(What to produce):
Nothing but an exact copy of the listing should be given.

── Records shown

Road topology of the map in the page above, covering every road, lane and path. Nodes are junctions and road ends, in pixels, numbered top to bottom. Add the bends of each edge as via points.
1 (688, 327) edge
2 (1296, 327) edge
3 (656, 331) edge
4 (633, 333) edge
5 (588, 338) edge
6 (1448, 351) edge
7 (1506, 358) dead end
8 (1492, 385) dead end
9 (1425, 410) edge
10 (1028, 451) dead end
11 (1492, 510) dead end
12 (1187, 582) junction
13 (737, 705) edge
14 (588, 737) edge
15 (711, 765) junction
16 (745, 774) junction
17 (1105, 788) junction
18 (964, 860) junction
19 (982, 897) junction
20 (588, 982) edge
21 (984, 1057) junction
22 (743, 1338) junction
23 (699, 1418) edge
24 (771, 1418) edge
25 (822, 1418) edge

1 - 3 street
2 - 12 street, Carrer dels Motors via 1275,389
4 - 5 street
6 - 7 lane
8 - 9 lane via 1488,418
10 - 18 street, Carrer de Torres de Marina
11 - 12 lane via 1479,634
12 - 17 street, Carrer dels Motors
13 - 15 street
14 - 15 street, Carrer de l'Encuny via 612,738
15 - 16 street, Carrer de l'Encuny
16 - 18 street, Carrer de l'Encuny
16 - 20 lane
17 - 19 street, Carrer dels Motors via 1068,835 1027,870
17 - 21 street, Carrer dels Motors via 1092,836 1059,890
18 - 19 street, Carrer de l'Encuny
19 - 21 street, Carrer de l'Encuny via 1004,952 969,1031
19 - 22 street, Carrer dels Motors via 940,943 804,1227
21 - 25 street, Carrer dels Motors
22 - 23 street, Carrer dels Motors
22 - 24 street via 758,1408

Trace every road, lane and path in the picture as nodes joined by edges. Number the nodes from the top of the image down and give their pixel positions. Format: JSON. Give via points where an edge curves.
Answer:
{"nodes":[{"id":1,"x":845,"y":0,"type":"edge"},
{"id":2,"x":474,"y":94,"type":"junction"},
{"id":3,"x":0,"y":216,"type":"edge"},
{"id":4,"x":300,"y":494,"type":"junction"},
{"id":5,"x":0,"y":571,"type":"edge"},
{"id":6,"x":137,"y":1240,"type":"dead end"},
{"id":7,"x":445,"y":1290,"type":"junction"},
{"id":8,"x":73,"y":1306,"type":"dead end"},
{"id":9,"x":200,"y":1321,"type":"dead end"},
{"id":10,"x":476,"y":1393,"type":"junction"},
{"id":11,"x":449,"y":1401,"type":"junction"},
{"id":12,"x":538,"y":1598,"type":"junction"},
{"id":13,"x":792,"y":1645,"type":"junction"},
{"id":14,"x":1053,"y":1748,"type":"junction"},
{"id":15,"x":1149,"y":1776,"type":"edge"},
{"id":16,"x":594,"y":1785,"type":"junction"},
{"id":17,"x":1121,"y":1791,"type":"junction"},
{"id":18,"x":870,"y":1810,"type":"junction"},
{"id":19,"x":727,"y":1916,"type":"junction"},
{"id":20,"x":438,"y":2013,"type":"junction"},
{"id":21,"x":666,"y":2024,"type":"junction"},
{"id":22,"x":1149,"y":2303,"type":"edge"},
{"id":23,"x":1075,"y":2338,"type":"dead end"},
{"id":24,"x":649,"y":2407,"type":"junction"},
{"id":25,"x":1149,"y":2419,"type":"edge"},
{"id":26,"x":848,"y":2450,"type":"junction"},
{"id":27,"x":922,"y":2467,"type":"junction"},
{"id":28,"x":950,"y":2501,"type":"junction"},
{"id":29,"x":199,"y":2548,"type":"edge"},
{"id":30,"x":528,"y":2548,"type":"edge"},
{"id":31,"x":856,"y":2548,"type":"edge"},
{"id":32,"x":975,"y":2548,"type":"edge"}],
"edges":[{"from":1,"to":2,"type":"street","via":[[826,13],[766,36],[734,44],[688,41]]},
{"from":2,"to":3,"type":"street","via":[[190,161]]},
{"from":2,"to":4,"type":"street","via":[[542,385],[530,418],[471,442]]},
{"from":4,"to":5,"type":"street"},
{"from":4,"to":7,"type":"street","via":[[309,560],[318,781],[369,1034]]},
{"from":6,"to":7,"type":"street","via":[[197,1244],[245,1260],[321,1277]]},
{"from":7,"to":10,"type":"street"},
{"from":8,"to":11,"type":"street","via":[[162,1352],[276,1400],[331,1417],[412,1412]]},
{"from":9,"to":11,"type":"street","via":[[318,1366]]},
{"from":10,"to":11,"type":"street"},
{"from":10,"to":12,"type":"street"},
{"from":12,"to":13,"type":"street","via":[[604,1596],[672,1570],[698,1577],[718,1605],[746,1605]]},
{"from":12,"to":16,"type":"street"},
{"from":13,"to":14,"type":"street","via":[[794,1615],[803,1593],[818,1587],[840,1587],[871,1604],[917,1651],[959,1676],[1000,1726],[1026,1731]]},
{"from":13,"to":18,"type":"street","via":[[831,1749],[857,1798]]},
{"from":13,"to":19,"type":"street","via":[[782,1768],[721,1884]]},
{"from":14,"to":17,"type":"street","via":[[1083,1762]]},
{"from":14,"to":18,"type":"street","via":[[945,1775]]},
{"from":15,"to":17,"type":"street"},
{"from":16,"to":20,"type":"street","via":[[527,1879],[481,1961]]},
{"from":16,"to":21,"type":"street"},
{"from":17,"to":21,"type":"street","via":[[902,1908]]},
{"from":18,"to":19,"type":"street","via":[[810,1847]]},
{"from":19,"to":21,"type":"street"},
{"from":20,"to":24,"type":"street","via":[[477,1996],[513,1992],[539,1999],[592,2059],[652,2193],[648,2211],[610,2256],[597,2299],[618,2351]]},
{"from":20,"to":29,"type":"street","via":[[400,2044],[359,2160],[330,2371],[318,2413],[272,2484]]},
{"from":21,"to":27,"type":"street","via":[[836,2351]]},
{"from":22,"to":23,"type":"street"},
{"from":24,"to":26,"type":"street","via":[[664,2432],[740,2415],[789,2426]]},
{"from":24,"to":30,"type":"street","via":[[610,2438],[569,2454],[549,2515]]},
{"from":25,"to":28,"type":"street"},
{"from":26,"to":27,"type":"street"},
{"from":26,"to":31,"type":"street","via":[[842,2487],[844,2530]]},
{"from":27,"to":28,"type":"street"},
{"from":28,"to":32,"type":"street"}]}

────

(Reply to the exercise):
Road topology of the map in the page above, covering every road, lane and path. Nodes are junctions and road ends, in pixels, numbered top to bottom. Add the bends of each edge as via points.
1 (688, 327) edge
2 (1296, 327) edge
3 (656, 331) edge
4 (633, 333) edge
5 (588, 338) edge
6 (1448, 351) edge
7 (1506, 358) dead end
8 (1492, 385) dead end
9 (1425, 410) edge
10 (1028, 451) dead end
11 (1492, 510) dead end
12 (1187, 582) junction
13 (737, 705) edge
14 (588, 737) edge
15 (711, 765) junction
16 (745, 774) junction
17 (1105, 788) junction
18 (964, 860) junction
19 (982, 897) junction
20 (588, 982) edge
21 (984, 1057) junction
22 (743, 1338) junction
23 (699, 1418) edge
24 (771, 1418) edge
25 (822, 1418) edge

1 - 3 street
2 - 12 street, Carrer dels Motors via 1275,389
4 - 5 street
6 - 7 lane
8 - 9 lane via 1488,418
10 - 18 street, Carrer de Torres de Marina
11 - 12 lane via 1479,634
12 - 17 street, Carrer dels Motors
13 - 15 street
14 - 15 street, Carrer de l'Encuny via 612,738
15 - 16 street, Carrer de l'Encuny
16 - 18 street, Carrer de l'Encuny
16 - 20 lane
17 - 19 street, Carrer dels Motors via 1068,835 1027,870
17 - 21 street, Carrer dels Motors via 1092,836 1059,890
18 - 19 street, Carrer de l'Encuny
19 - 21 street, Carrer de l'Encuny via 1004,952 969,1031
19 - 22 street, Carrer dels Motors via 940,943 804,1227
21 - 25 street, Carrer dels Motors
22 - 23 street, Carrer dels Motors
22 - 24 street via 758,1408

Trace every road, lane and path in the picture as nodes joined by edges. Number the nodes from the top of the image down and give their pixel positions. Format: JSON. Give via points where an edge curves.
Answer:
{"nodes":[{"id":1,"x":845,"y":0,"type":"edge"},
{"id":2,"x":474,"y":94,"type":"junction"},
{"id":3,"x":0,"y":216,"type":"edge"},
{"id":4,"x":300,"y":494,"type":"junction"},
{"id":5,"x":0,"y":571,"type":"edge"},
{"id":6,"x":137,"y":1240,"type":"dead end"},
{"id":7,"x":445,"y":1290,"type":"junction"},
{"id":8,"x":73,"y":1306,"type":"dead end"},
{"id":9,"x":200,"y":1321,"type":"dead end"},
{"id":10,"x":476,"y":1393,"type":"junction"},
{"id":11,"x":449,"y":1401,"type":"junction"},
{"id":12,"x":538,"y":1598,"type":"junction"},
{"id":13,"x":792,"y":1645,"type":"junction"},
{"id":14,"x":1053,"y":1748,"type":"junction"},
{"id":15,"x":1149,"y":1776,"type":"edge"},
{"id":16,"x":594,"y":1785,"type":"junction"},
{"id":17,"x":1121,"y":1791,"type":"junction"},
{"id":18,"x":870,"y":1810,"type":"junction"},
{"id":19,"x":727,"y":1916,"type":"junction"},
{"id":20,"x":438,"y":2013,"type":"junction"},
{"id":21,"x":666,"y":2024,"type":"junction"},
{"id":22,"x":1149,"y":2303,"type":"edge"},
{"id":23,"x":1075,"y":2338,"type":"dead end"},
{"id":24,"x":649,"y":2407,"type":"junction"},
{"id":25,"x":1149,"y":2419,"type":"edge"},
{"id":26,"x":848,"y":2450,"type":"junction"},
{"id":27,"x":922,"y":2467,"type":"junction"},
{"id":28,"x":950,"y":2501,"type":"junction"},
{"id":29,"x":199,"y":2548,"type":"edge"},
{"id":30,"x":528,"y":2548,"type":"edge"},
{"id":31,"x":856,"y":2548,"type":"edge"},
{"id":32,"x":975,"y":2548,"type":"edge"}],
"edges":[{"from":1,"to":2,"type":"street","via":[[826,13],[766,36],[734,44],[688,41]]},
{"from":2,"to":3,"type":"street","via":[[190,161]]},
{"from":2,"to":4,"type":"street","via":[[542,385],[530,418],[471,442]]},
{"from":4,"to":5,"type":"street"},
{"from":4,"to":7,"type":"street","via":[[309,560],[318,781],[369,1034]]},
{"from":6,"to":7,"type":"street","via":[[197,1244],[245,1260],[321,1277]]},
{"from":7,"to":10,"type":"street"},
{"from":8,"to":11,"type":"street","via":[[162,1352],[276,1400],[331,1417],[412,1412]]},
{"from":9,"to":11,"type":"street","via":[[318,1366]]},
{"from":10,"to":11,"type":"street"},
{"from":10,"to":12,"type":"street"},
{"from":12,"to":13,"type":"street","via":[[604,1596],[672,1570],[698,1577],[718,1605],[746,1605]]},
{"from":12,"to":16,"type":"street"},
{"from":13,"to":14,"type":"street","via":[[794,1615],[803,1593],[818,1587],[840,1587],[871,1604],[917,1651],[959,1676],[1000,1726],[1026,1731]]},
{"from":13,"to":18,"type":"street","via":[[831,1749],[857,1798]]},
{"from":13,"to":19,"type":"street","via":[[782,1768],[721,1884]]},
{"from":14,"to":17,"type":"street","via":[[1083,1762]]},
{"from":14,"to":18,"type":"street","via":[[945,1775]]},
{"from":15,"to":17,"type":"street"},
{"from":16,"to":20,"type":"street","via":[[527,1879],[481,1961]]},
{"from":16,"to":21,"type":"street"},
{"from":17,"to":21,"type":"street","via":[[902,1908]]},
{"from":18,"to":19,"type":"street","via":[[810,1847]]},
{"from":19,"to":21,"type":"street"},
{"from":20,"to":24,"type":"street","via":[[477,1996],[513,1992],[539,1999],[592,2059],[652,2193],[648,2211],[610,2256],[597,2299],[618,2351]]},
{"from":20,"to":29,"type":"street","via":[[400,2044],[359,2160],[330,2371],[318,2413],[272,2484]]},
{"from":21,"to":27,"type":"street","via":[[836,2351]]},
{"from":22,"to":23,"type":"street"},
{"from":24,"to":26,"type":"street","via":[[664,2432],[740,2415],[789,2426]]},
{"from":24,"to":30,"type":"street","via":[[610,2438],[569,2454],[549,2515]]},
{"from":25,"to":28,"type":"street"},
{"from":26,"to":27,"type":"street"},
{"from":26,"to":31,"type":"street","via":[[842,2487],[844,2530]]},
{"from":27,"to":28,"type":"street"},
{"from":28,"to":32,"type":"street"}]}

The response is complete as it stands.